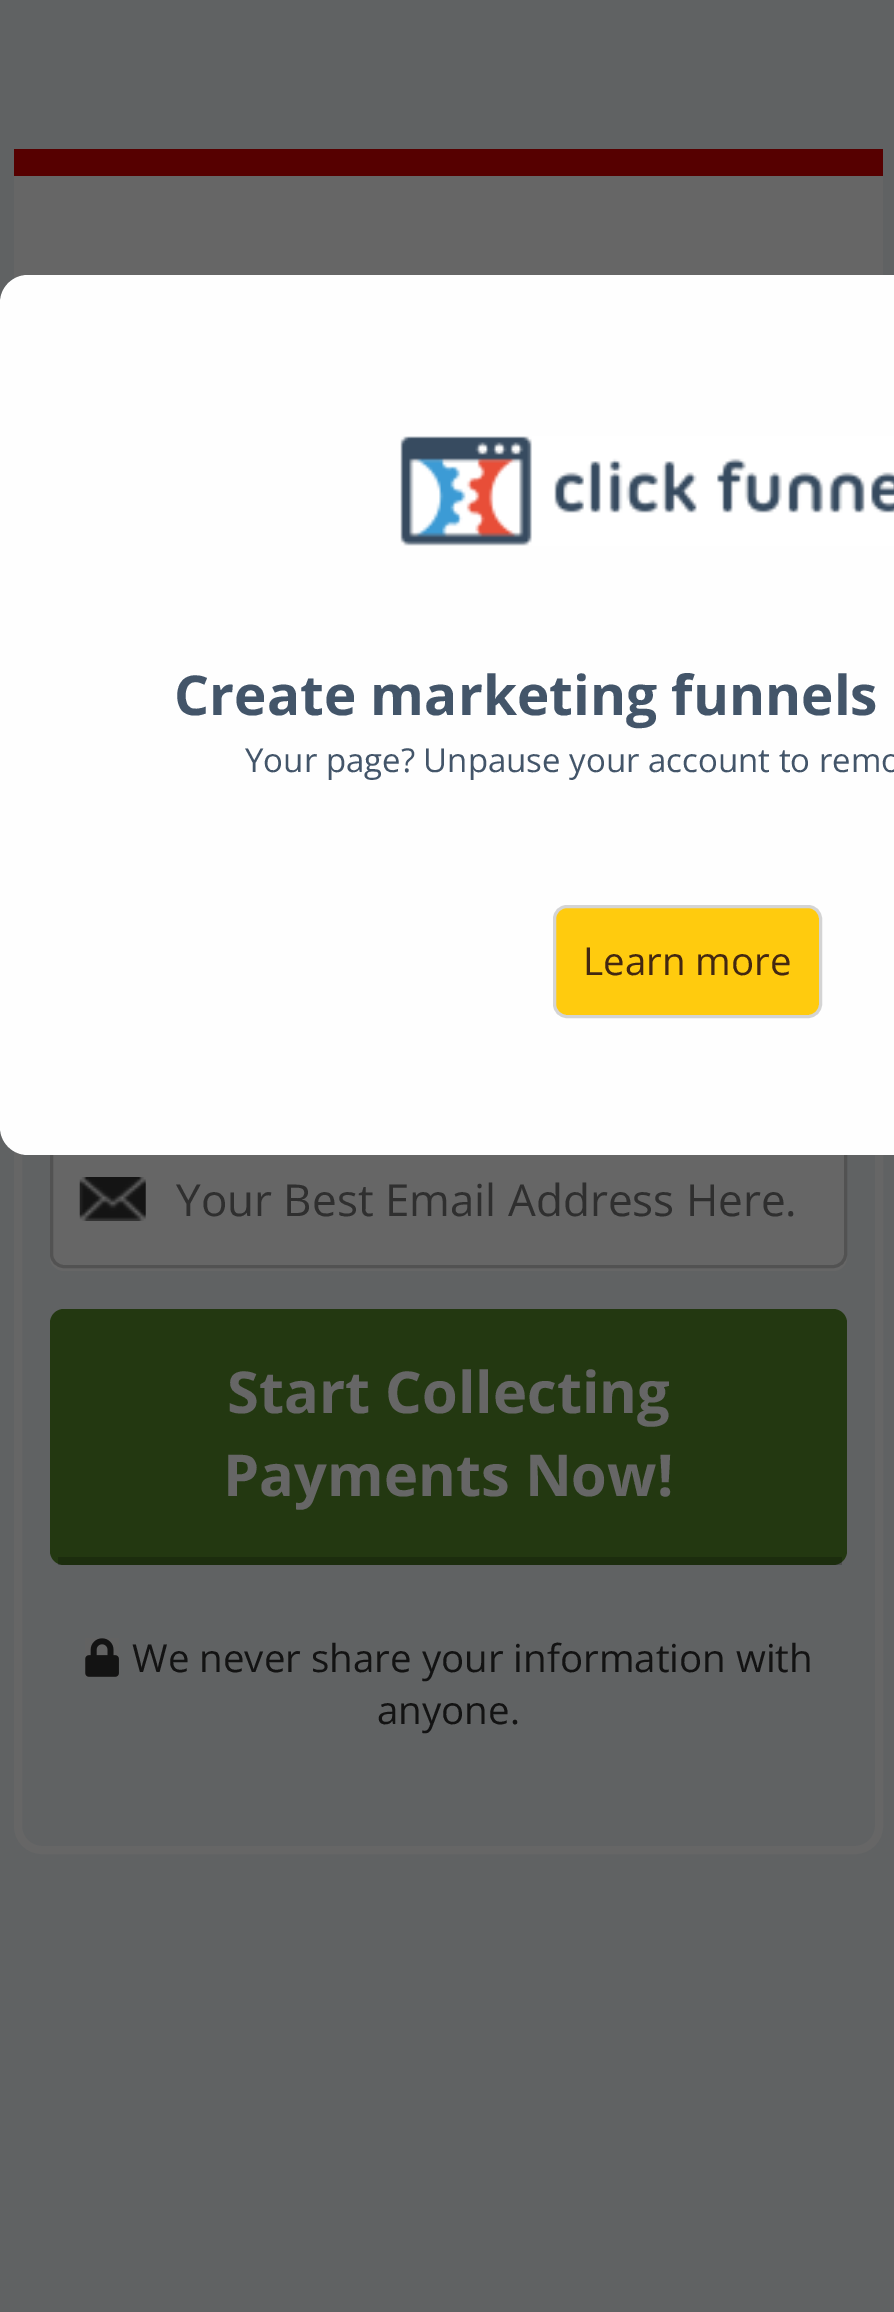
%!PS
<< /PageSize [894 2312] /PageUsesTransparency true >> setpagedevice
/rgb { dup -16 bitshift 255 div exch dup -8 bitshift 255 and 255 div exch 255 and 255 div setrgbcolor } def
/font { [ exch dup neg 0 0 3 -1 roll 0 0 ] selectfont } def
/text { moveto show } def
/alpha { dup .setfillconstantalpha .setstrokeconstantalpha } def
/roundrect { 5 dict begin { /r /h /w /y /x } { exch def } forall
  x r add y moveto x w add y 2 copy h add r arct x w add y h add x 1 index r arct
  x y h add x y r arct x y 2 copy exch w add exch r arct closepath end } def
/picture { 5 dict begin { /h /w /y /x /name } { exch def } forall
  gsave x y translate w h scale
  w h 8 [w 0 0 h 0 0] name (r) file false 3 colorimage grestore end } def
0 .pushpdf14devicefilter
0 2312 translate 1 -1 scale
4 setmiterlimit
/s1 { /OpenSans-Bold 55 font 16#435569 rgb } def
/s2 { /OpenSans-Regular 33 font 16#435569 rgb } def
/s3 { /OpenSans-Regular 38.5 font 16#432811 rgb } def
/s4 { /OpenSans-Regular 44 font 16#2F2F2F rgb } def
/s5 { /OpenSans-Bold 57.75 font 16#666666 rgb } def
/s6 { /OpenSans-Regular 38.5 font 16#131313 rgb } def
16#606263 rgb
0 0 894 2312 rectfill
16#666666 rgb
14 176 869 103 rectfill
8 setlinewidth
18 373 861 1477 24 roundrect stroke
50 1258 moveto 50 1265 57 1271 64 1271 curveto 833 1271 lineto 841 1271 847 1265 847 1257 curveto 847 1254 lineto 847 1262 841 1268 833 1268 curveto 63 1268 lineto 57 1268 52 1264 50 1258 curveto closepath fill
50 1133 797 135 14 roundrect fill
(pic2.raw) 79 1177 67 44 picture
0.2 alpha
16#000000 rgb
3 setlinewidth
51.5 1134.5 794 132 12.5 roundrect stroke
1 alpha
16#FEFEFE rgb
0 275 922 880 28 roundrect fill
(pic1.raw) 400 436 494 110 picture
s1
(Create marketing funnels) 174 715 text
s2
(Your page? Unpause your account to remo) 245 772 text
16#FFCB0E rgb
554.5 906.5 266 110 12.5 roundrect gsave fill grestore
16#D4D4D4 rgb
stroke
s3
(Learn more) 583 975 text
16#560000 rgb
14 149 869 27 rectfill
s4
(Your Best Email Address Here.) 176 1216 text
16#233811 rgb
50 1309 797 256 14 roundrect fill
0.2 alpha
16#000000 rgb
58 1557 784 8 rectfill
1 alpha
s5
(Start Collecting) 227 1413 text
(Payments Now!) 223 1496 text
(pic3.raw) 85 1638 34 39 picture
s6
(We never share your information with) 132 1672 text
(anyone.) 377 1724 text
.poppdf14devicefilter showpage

—————

-- ASSIGNMENT --
Starting at the line that contains "0 0 894 2312 rectfill" and stopping after the line that contains "3 setlinewidth", write out every line exactly as it appears above, and no other line.

-- ANSWER TO THIS TASK --
0 0 894 2312 rectfill
16#666666 rgb
14 176 869 103 rectfill
8 setlinewidth
18 373 861 1477 24 roundrect stroke
50 1258 moveto 50 1265 57 1271 64 1271 curveto 833 1271 lineto 841 1271 847 1265 847 1257 curveto 847 1254 lineto 847 1262 841 1268 833 1268 curveto 63 1268 lineto 57 1268 52 1264 50 1258 curveto closepath fill
50 1133 797 135 14 roundrect fill
(pic2.raw) 79 1177 67 44 picture
0.2 alpha
16#000000 rgb
3 setlinewidth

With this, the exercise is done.